TRISTAN (TRanslational Identification Suite using Transformer Networks for ANalysis) is a set of tools that offer complementary insights towards detecting ORFs that are translated in organisms.

TRISTAN tools are built using the newest advances in machine learning, aim to adhere closely to best practices in machine learning, step away from manually curated rules for data processing (Let the optimization algorithm handle it!), and are designed with flexibility and modularity in mind.

To illustrate (to expand)

• No custom positive/negative set
• Inclusion of full transcriptome
• separation of training / validation / test set by chromosomes
• No hardcoded rules altering data/predictions (e.g. multicistronic transcripts, start codon use, ...)
• PR/ROC AUC scores used for evaluation and benchmarking
• various output file formats that can be easily plugged into downstream analyses tools
• output file format customizability

Why not create a model that is trained on both transcript sequence and ribosome profiling data?
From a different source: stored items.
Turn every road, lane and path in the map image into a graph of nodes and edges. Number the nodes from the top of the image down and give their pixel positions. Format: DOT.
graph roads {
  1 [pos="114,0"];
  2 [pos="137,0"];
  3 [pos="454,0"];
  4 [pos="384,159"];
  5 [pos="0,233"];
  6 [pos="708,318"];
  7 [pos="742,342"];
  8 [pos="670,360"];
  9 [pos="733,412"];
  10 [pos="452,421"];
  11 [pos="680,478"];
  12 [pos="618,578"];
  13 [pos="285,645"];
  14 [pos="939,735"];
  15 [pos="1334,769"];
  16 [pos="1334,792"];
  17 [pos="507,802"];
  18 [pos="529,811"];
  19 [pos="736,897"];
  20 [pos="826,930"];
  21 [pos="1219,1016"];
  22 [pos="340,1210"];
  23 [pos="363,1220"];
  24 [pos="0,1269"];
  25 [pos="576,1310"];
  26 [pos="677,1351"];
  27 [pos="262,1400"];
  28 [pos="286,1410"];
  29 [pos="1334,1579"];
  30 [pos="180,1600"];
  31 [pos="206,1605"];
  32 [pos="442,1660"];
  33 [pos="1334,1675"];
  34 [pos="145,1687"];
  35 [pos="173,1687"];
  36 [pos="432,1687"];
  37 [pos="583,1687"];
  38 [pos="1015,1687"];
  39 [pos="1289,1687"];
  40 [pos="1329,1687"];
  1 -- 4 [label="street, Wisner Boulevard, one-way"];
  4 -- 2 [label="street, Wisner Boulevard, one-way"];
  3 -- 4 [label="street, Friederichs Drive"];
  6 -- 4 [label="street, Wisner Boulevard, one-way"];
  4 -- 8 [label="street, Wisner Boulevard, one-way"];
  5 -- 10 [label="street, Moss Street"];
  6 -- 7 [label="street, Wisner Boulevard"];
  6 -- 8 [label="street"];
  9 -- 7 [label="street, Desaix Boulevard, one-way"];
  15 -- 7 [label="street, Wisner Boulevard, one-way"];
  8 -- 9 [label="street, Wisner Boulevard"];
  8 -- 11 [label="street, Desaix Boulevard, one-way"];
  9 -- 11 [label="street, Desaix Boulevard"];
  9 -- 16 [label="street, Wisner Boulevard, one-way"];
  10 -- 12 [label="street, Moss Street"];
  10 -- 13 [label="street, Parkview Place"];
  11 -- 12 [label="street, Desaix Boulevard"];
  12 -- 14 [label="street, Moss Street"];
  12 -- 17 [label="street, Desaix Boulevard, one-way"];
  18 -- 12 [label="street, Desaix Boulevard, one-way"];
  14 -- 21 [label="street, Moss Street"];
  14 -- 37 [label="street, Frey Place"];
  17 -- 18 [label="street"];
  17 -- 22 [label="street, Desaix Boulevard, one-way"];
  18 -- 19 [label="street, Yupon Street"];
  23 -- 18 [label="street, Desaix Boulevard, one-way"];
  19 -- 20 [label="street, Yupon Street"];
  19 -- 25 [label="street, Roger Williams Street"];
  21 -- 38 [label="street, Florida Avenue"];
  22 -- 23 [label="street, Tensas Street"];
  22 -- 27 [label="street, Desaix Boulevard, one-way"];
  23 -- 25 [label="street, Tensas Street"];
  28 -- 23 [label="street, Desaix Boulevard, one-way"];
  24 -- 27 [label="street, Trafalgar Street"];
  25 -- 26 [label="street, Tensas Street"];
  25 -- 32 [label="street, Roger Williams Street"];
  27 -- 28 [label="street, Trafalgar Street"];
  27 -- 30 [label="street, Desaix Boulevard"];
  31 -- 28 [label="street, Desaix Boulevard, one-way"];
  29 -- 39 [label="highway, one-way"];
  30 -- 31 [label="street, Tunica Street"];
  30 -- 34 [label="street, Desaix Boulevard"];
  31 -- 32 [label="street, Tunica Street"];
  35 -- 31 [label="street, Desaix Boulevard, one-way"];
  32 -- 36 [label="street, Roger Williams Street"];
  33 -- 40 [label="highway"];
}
Models trained on sequencing data are susceptible to incorporating biases existent in todays annotations (e.g. codon usage, start codons frequency, ...). On the other hand, models applying ribosome profiling data are restricted by the read depth of the sample and translation profile of the organism. Both models, in essence, trt to answer different questions (i.e., What ORFs look viable to be translated based on sequence context / What ORFs are actively being translated based on ribosome protected fragment distributions). We determined that the combination of both modalities of data within a single model obfuscates the function of that model.

These differences of data also become a problem when evaluating the optimization process. For TIS transformer, all transcripts are viable information, as the sequence of all transcripts is known. For RiboTIE, only transcripts with mapped reads have valuable information. In practice, we do not alter the labels of the positive set for these transcripts (which would require us to solve the question of how many reads are too few to alter target labels to a negative value?) , as the presence of a positive label for an input vector containing zeros (no reads) does not bias the model negatively (there is nothing to learn). However, combining both sequence and ribo-seq data would result in the model relying on sequence information more than it does on ribosome profiling data.

In conclusion, the combination of both data modalities raises plenty of hard-to-answer questions and obfuscates the actual function that the optimized model performs, without offering any obvious benefits. Both tools can be used in combination to offer insights into ORFs of interest, but should be evaluated using a good understanding of the advantages and sensitivies of both approaches.